◆ PROBLEM REQUIREMENTS
Skip any image you find and restate the rest of the data word for word.
(EXERCISE MATERIAL)
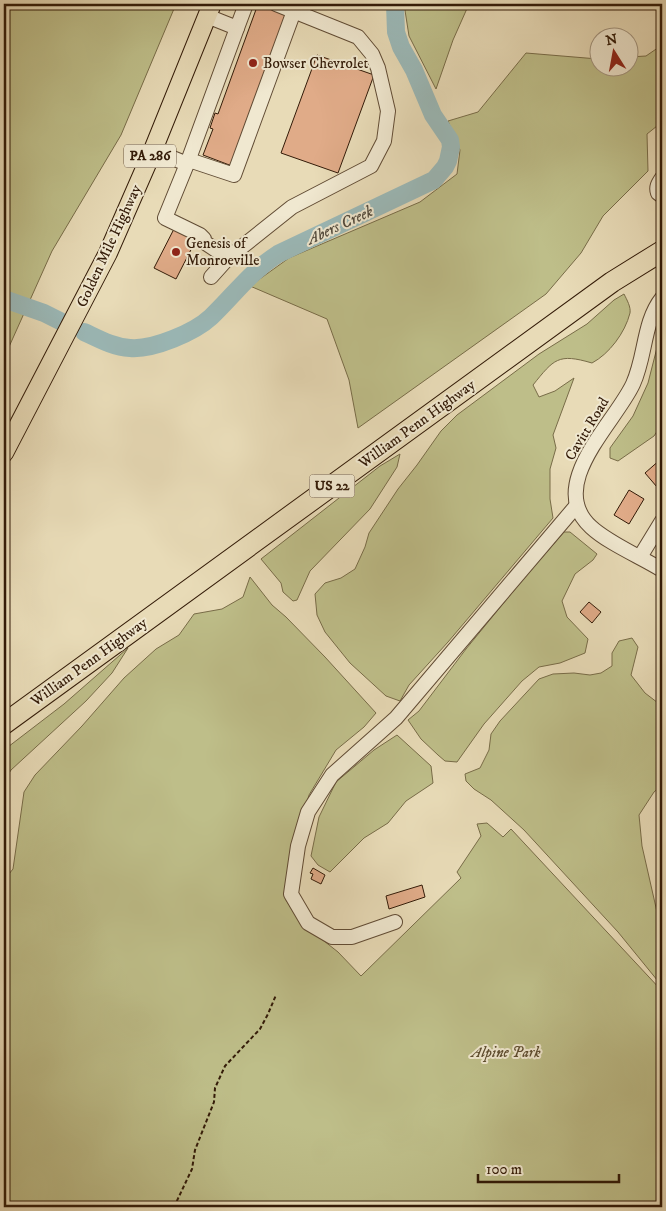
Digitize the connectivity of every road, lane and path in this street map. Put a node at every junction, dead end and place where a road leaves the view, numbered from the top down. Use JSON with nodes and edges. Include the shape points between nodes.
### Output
{"nodes":[{"id":1,"x":246,"y":4,"type":"edge"},
{"id":2,"x":276,"y":4,"type":"edge"},
{"id":3,"x":210,"y":10,"type":"edge"},
{"id":4,"x":294,"y":11,"type":"junction"},
{"id":5,"x":237,"y":28,"type":"junction"},
{"id":6,"x":153,"y":150,"type":"junction"},
{"id":7,"x":188,"y":162,"type":"junction"},
{"id":8,"x":662,"y":178,"type":"edge"},
{"id":9,"x":662,"y":196,"type":"edge"},
{"id":10,"x":662,"y":237,"type":"edge"},
{"id":11,"x":662,"y":251,"type":"edge"},
{"id":12,"x":228,"y":258,"type":"junction"},
{"id":13,"x":211,"y":277,"type":"dead end"},
{"id":14,"x":662,"y":298,"type":"edge"},
{"id":15,"x":4,"y":453,"type":"edge"},
{"id":16,"x":577,"y":505,"type":"junction"},
{"id":17,"x":662,"y":521,"type":"edge"},
{"id":18,"x":640,"y":557,"type":"junction"},
{"id":19,"x":662,"y":570,"type":"edge"},
{"id":20,"x":4,"y":709,"type":"edge"},
{"id":21,"x":4,"y":724,"type":"edge"},
{"id":22,"x":395,"y":922,"type":"dead end"},
{"id":23,"x":276,"y":996,"type":"dead end"},
{"id":24,"x":174,"y":1207,"type":"edge"}],
"edges":[{"from":1,"to":5,"type":"street"},
{"from":2,"to":4,"type":"street"},
{"from":3,"to":5,"type":"street"},
{"from":3,"to":6,"type":"main road","name":"Golden Mile Highway","number":"PA 286"},
{"from":4,"to":7,"type":"street","via":[[234,175]]},
{"from":4,"to":12,"type":"street","via":[[358,36],[372,54],[388,111],[384,141],[372,166],[292,207]]},
{"from":5,"to":7,"type":"street"},
{"from":6,"to":7,"type":"street"},
{"from":6,"to":15,"type":"main road","name":"Golden Mile Highway","number":"PA 286","via":[[108,253]]},
{"from":7,"to":12,"type":"street","via":[[165,218],[200,235],[204,242]]},
{"from":8,"to":9,"type":"street","via":[[657,190]]},
{"from":10,"to":20,"type":"highway","name":"William Penn Highway","number":"US 22","via":[[606,273]]},
{"from":11,"to":21,"type":"highway","name":"William Penn Highway","number":"US 22","via":[[612,282]]},
{"from":12,"to":13,"type":"street"},
{"from":14,"to":16,"type":"street","name":"Cavitt Road","via":[[654,311],[633,383],[578,476]]},
{"from":16,"to":18,"type":"street","via":[[591,528]]},
{"from":16,"to":22,"type":"street","via":[[396,718],[332,775],[308,812],[298,846],[291,894],[308,923],[332,937],[352,937]]},
{"from":17,"to":18,"type":"street"},
{"from":18,"to":19,"type":"street"},
{"from":23,"to":24,"type":"path","via":[[260,1029],[225,1066],[214,1088],[214,1102],[195,1150],[192,1169]]}]}
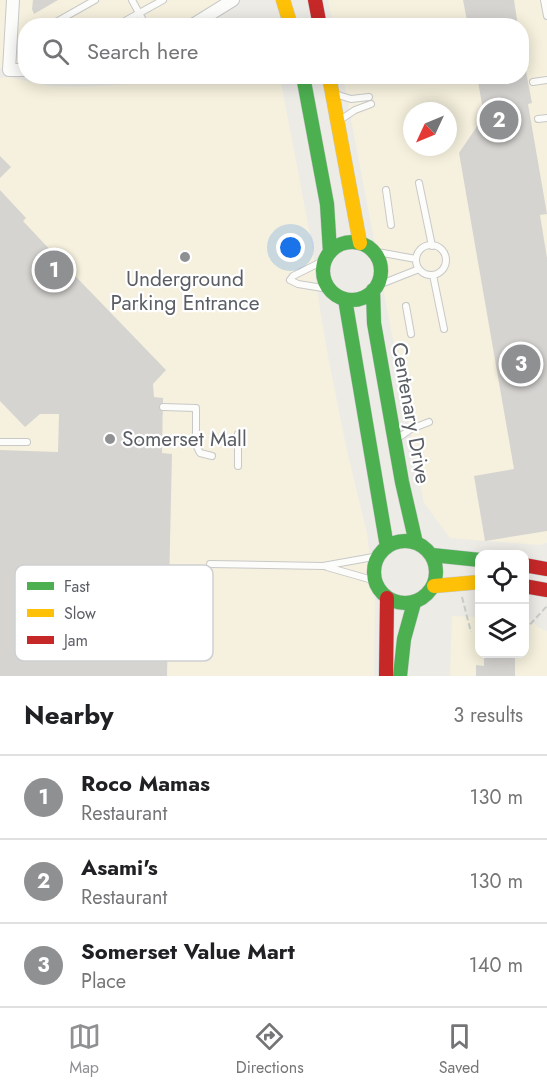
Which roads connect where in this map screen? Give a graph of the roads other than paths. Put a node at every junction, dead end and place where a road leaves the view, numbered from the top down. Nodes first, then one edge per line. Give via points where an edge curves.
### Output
(End EXERCISE MATERIAL)
◆ ANSWER BOX
Digitize the connectivity of every road, lane and path in this street map. Put a node at every junction, dead end and place where a road leaves the view, numbered from the top down. Use JSON with nodes and edges. Include the shape points between nodes.
### Output
{"nodes":[{"id":1,"x":246,"y":4,"type":"edge"},
{"id":2,"x":276,"y":4,"type":"edge"},
{"id":3,"x":210,"y":10,"type":"edge"},
{"id":4,"x":294,"y":11,"type":"junction"},
{"id":5,"x":237,"y":28,"type":"junction"},
{"id":6,"x":153,"y":150,"type":"junction"},
{"id":7,"x":188,"y":162,"type":"junction"},
{"id":8,"x":662,"y":178,"type":"edge"},
{"id":9,"x":662,"y":196,"type":"edge"},
{"id":10,"x":662,"y":237,"type":"edge"},
{"id":11,"x":662,"y":251,"type":"edge"},
{"id":12,"x":228,"y":258,"type":"junction"},
{"id":13,"x":211,"y":277,"type":"dead end"},
{"id":14,"x":662,"y":298,"type":"edge"},
{"id":15,"x":4,"y":453,"type":"edge"},
{"id":16,"x":577,"y":505,"type":"junction"},
{"id":17,"x":662,"y":521,"type":"edge"},
{"id":18,"x":640,"y":557,"type":"junction"},
{"id":19,"x":662,"y":570,"type":"edge"},
{"id":20,"x":4,"y":709,"type":"edge"},
{"id":21,"x":4,"y":724,"type":"edge"},
{"id":22,"x":395,"y":922,"type":"dead end"},
{"id":23,"x":276,"y":996,"type":"dead end"},
{"id":24,"x":174,"y":1207,"type":"edge"}],
"edges":[{"from":1,"to":5,"type":"street"},
{"from":2,"to":4,"type":"street"},
{"from":3,"to":5,"type":"street"},
{"from":3,"to":6,"type":"main road","name":"Golden Mile Highway","number":"PA 286"},
{"from":4,"to":7,"type":"street","via":[[234,175]]},
{"from":4,"to":12,"type":"street","via":[[358,36],[372,54],[388,111],[384,141],[372,166],[292,207]]},
{"from":5,"to":7,"type":"street"},
{"from":6,"to":7,"type":"street"},
{"from":6,"to":15,"type":"main road","name":"Golden Mile Highway","number":"PA 286","via":[[108,253]]},
{"from":7,"to":12,"type":"street","via":[[165,218],[200,235],[204,242]]},
{"from":8,"to":9,"type":"street","via":[[657,190]]},
{"from":10,"to":20,"type":"highway","name":"William Penn Highway","number":"US 22","via":[[606,273]]},
{"from":11,"to":21,"type":"highway","name":"William Penn Highway","number":"US 22","via":[[612,282]]},
{"from":12,"to":13,"type":"street"},
{"from":14,"to":16,"type":"street","name":"Cavitt Road","via":[[654,311],[633,383],[578,476]]},
{"from":16,"to":18,"type":"street","via":[[591,528]]},
{"from":16,"to":22,"type":"street","via":[[396,718],[332,775],[308,812],[298,846],[291,894],[308,923],[332,937],[352,937]]},
{"from":17,"to":18,"type":"street"},
{"from":18,"to":19,"type":"street"},
{"from":23,"to":24,"type":"path","via":[[260,1029],[225,1066],[214,1088],[214,1102],[195,1150],[192,1169]]}]}
Which roads connect where in this map screen? Give a graph of the roads other than paths. Put a node at every junction, dead end and place where a road leaves the view, numbered from the top down. Nodes first, then one edge per line. Give via points where an edge curves.
### Output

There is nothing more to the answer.